Stephen C. Tweedie wrote:
> > Didn't you read a few paragraphs down, where I explain how to implement
> > this?  You've got struct page.  It is enough for private mappings, and
> > we don't need this feature for shared mappings.
> 
> Umm, yes, but just saying "we'll solve synchronisation problems by 
> stopping all the other threads" hardly seems like a "solution" to me:
> more of a workaround of the problem!  mprotect() does work correctly
> without stopping other threads.

It is a limitation on mincore (at present).

But I haven't though of a GC implementation that will work without
synchronising the threads anyway.  So the limitation may not be a
problem for GC, and only GC would use this feature.

That said, the synchronisation issue is really separate from the dirty
page issue.  They're orthogonal.  There's no reason why mincore should
not have an option to synchronise with other processors, in just the
same way that mprotect does.

User space SEGV processing is horrible, per-page mprotect()
write-enabling is slow and a resource hog, and the mprotect works on
vmas instead of pages unfortunately so you get zillions of vmas.
zillions of vmas isn't good.  Try cat /proc/self/maps when you have
25000 entries :-)

Oops, I also forgot to mention that each per-page mprotect to
write-enable the page on SEGV causes horrendous SMP behaviour too.

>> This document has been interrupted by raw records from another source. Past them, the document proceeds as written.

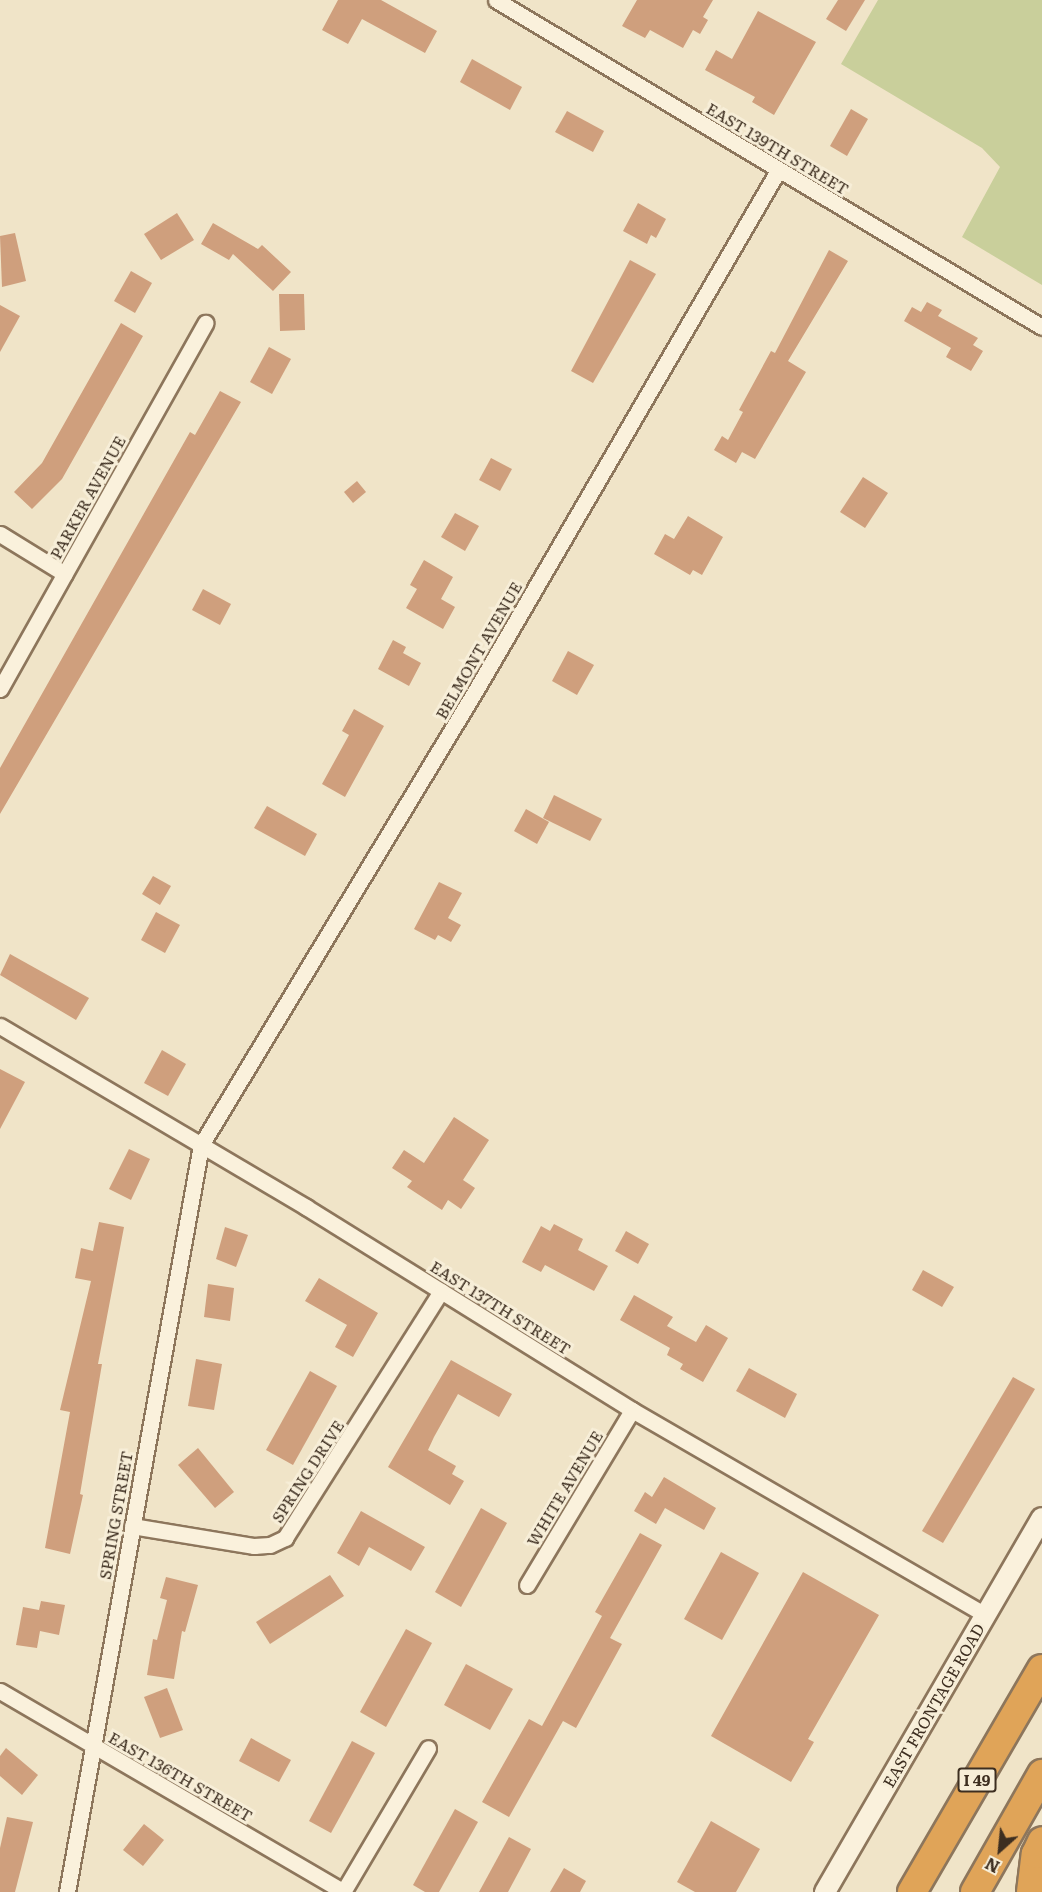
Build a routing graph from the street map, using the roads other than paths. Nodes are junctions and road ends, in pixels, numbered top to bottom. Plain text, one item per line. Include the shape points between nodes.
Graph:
1 (496, 0) edge
2 (778, 169) junction
3 (205, 323) dead end
4 (1042, 327) edge
5 (0, 534) edge
6 (65, 574) junction
7 (0, 689) edge
8 (0, 1026) edge
9 (201, 1145) junction
10 (441, 1291) junction
11 (632, 1410) junction
12 (1042, 1518) edge
13 (132, 1526) junction
14 (527, 1585) dead end
15 (985, 1615) junction
16 (1042, 1669) edge
17 (0, 1691) edge
18 (91, 1744) junction
19 (428, 1748) dead end
20 (1042, 1774) edge
21 (1042, 1841) edge
22 (67, 1892) edge
23 (344, 1892) edge
24 (825, 1892) edge
25 (912, 1892) edge
26 (975, 1892) edge
27 (1031, 1892) edge

1 - 2 street, EAST 139TH STREET
2 - 4 street, EAST 139TH STREET
2 - 9 street, BELMONT AVENUE via 477,688
3 - 6 street, PARKER AVENUE
5 - 6 street
6 - 7 street, PARKER AVENUE
8 - 9 street, EAST 137TH STREET
9 - 10 street, EAST 137TH STREET
9 - 13 street, SPRING STREET
10 - 11 street, EAST 137TH STREET
10 - 13 street, SPRING DRIVE via 285,1538 270,1545 254,1546
11 - 14 street, WHITE AVENUE
11 - 15 street, EAST 137TH STREET
12 - 15 street, EAST FRONTAGE ROAD
13 - 18 street, SPRING STREET
15 - 24 street, EAST FRONTAGE ROAD
16 - 25 highway, I 49
17 - 18 street, EAST 136TH STREET
18 - 22 street, SPRING STREET
18 - 23 street, EAST 136TH STREET
19 - 23 street
20 - 26 highway
21 - 27 highway via 1036,1854

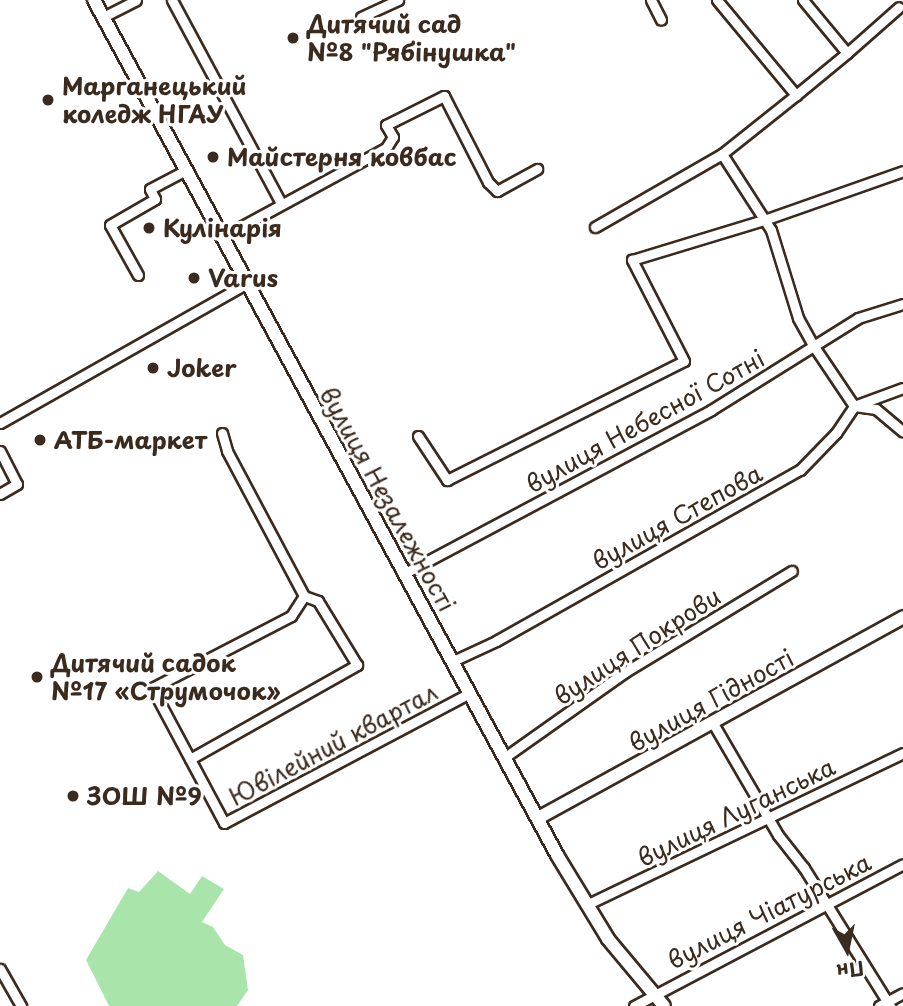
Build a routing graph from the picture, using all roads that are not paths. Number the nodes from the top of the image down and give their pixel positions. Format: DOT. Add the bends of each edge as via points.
graph roads {
  1 [pos="94,0"];
  2 [pos="136,0"];
  3 [pos="172,0"];
  4 [pos="398,0"];
  5 [pos="651,0"];
  6 [pos="717,0"];
  7 [pos="803,0"];
  8 [pos="898,3"];
  9 [pos="103,17"];
  10 [pos="361,17"];
  11 [pos="661,20"];
  12 [pos="847,53"];
  13 [pos="796,96"];
  14 [pos="722,154"];
  15 [pos="537,169"];
  16 [pos="186,170"];
  17 [pos="903,171"];
  18 [pos="281,203"];
  19 [pos="764,220"];
  20 [pos="595,227"];
  21 [pos="222,237"];
  22 [pos="138,275"];
  23 [pos="247,283"];
  24 [pos="903,304"];
  25 [pos="813,345"];
  26 [pos="903,388"];
  27 [pos="855,407"];
  28 [pos="0,424"];
  29 [pos="903,432"];
  30 [pos="222,433"];
  31 [pos="418,436"];
  32 [pos="0,451"];
  33 [pos="0,494"];
  34 [pos="792,571"];
  35 [pos="405,573"];
  36 [pos="304,596"];
  37 [pos="903,617"];
  38 [pos="453,661"];
  39 [pos="470,693"];
  40 [pos="714,725"];
  41 [pos="903,753"];
  42 [pos="505,757"];
  43 [pos="190,759"];
  44 [pos="770,817"];
  45 [pos="538,818"];
  46 [pos="903,864"];
  47 [pos="825,903"];
  48 [pos="586,905"];
  49 [pos="0,969"];
  50 [pos="652,993"];
  51 [pos="903,993"];
  52 [pos="885,1005"];
  53 [pos="21,1006"];
  54 [pos="634,1006"];
  55 [pos="664,1006"];
  1 -- 9 [label="main road, вулиця Незалежності"];
  2 -- 9 [label="street"];
  3 -- 18 [label="street"];
  4 -- 10 [label="street"];
  5 -- 11 [label="street"];
  6 -- 13 [label="street"];
  7 -- 12 [label="street"];
  8 -- 12 [label="street"];
  9 -- 16 [label="main road, вулиця Незалежності"];
  12 -- 13 [label="street"];
  13 -- 14 [label="street"];
  14 -- 19 [label="street"];
  14 -- 20 [label="street"];
  15 -- 18 [label="street" via="498,191 488,182 444,96 386,125 393,137 386,148"];
  16 -- 21 [label="main road, вулиця Незалежності"];
  16 -- 22 [label="street" via="150,189 155,199 110,225"];
  17 -- 19 [label="street"];
  18 -- 21 [label="street"];
  19 -- 25 [label="street" via="798,318"];
  19 -- 31 [label="street" via="632,260 684,361 447,480"];
  21 -- 23 [label="main road, вулиця Незалежності"];
  23 -- 28 [label="street"];
  23 -- 35 [label="main road, вулиця Незалежності"];
  24 -- 25 [label="street, вулиця Небесної Сотні" via="858,318"];
  25 -- 27 [label="street"];
  25 -- 35 [label="street, вулиця Небесної Сотні" via="711,410"];
  26 -- 27 [label="street"];
  27 -- 29 [label="street" via="876,409"];
  27 -- 38 [label="street, вулиця Степова" via="800,470"];
  30 -- 36 [label="street" via="227,451"];
  32 -- 33 [label="street" via="18,484"];
  34 -- 42 [label="street, вулиця Покрови" via="625,672"];
  35 -- 38 [label="main road, вулиця Незалежності"];
  36 -- 43 [label="street, Ювілейний квартал" via="291,617 152,688"];
  36 -- 43 [label="street" via="318,601 357,666"];
  37 -- 40 [label="main road, вулиця Гідності"];
  38 -- 39 [label="main road, вулиця Незалежності"];
  39 -- 42 [label="main road, вулиця Незалежності"];
  39 -- 43 [label="street, Ювілейний квартал" via="224,823"];
  40 -- 44 [label="street"];
  40 -- 45 [label="main road, вулиця Гідності"];
  41 -- 44 [label="street, вулиця Луганська"];
  42 -- 45 [label="main road, вулиця Незалежності"];
  44 -- 47 [label="street"];
  44 -- 48 [label="street, вулиця Луганська"];
  45 -- 48 [label="main road, вулиця Незалежності"];
  46 -- 47 [label="street, вулиця Чіатурська"];
  47 -- 50 [label="street, вулиця Чіатурська"];
  47 -- 52 [label="street"];
  48 -- 50 [label="main road, вулиця Незалежності"];
  49 -- 53 [label="street"];
  50 -- 54 [label="street"];
  50 -- 55 [label="main road, вулиця Незалежності"];
  51 -- 52 [label="street"];
}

> > It would be enough the say "the mincore accessed/dirty bits are not
> > guaranteed to be accurate if pages are accessed by concurrent threads
> > during the mincore call".
> 
> Exactly why you need mprotect, which _does_ make the necessary 
> guarantees.

It does so with utterly sucking performance too.  And not because of the
synchronisation -- but because you need 2500 separate mprotect calls and
to handle 2500 SEGV signals to detect that 10MB of pages have been
dirtied between GC runs.

mincore() can gather that info in one relatively fast system call.

It does have synchronisation issues -- on _some_ architectures.  But
they can be either documented (where they may not be a problem for GC),
or explicit synchronisation can be added for architectures that need it.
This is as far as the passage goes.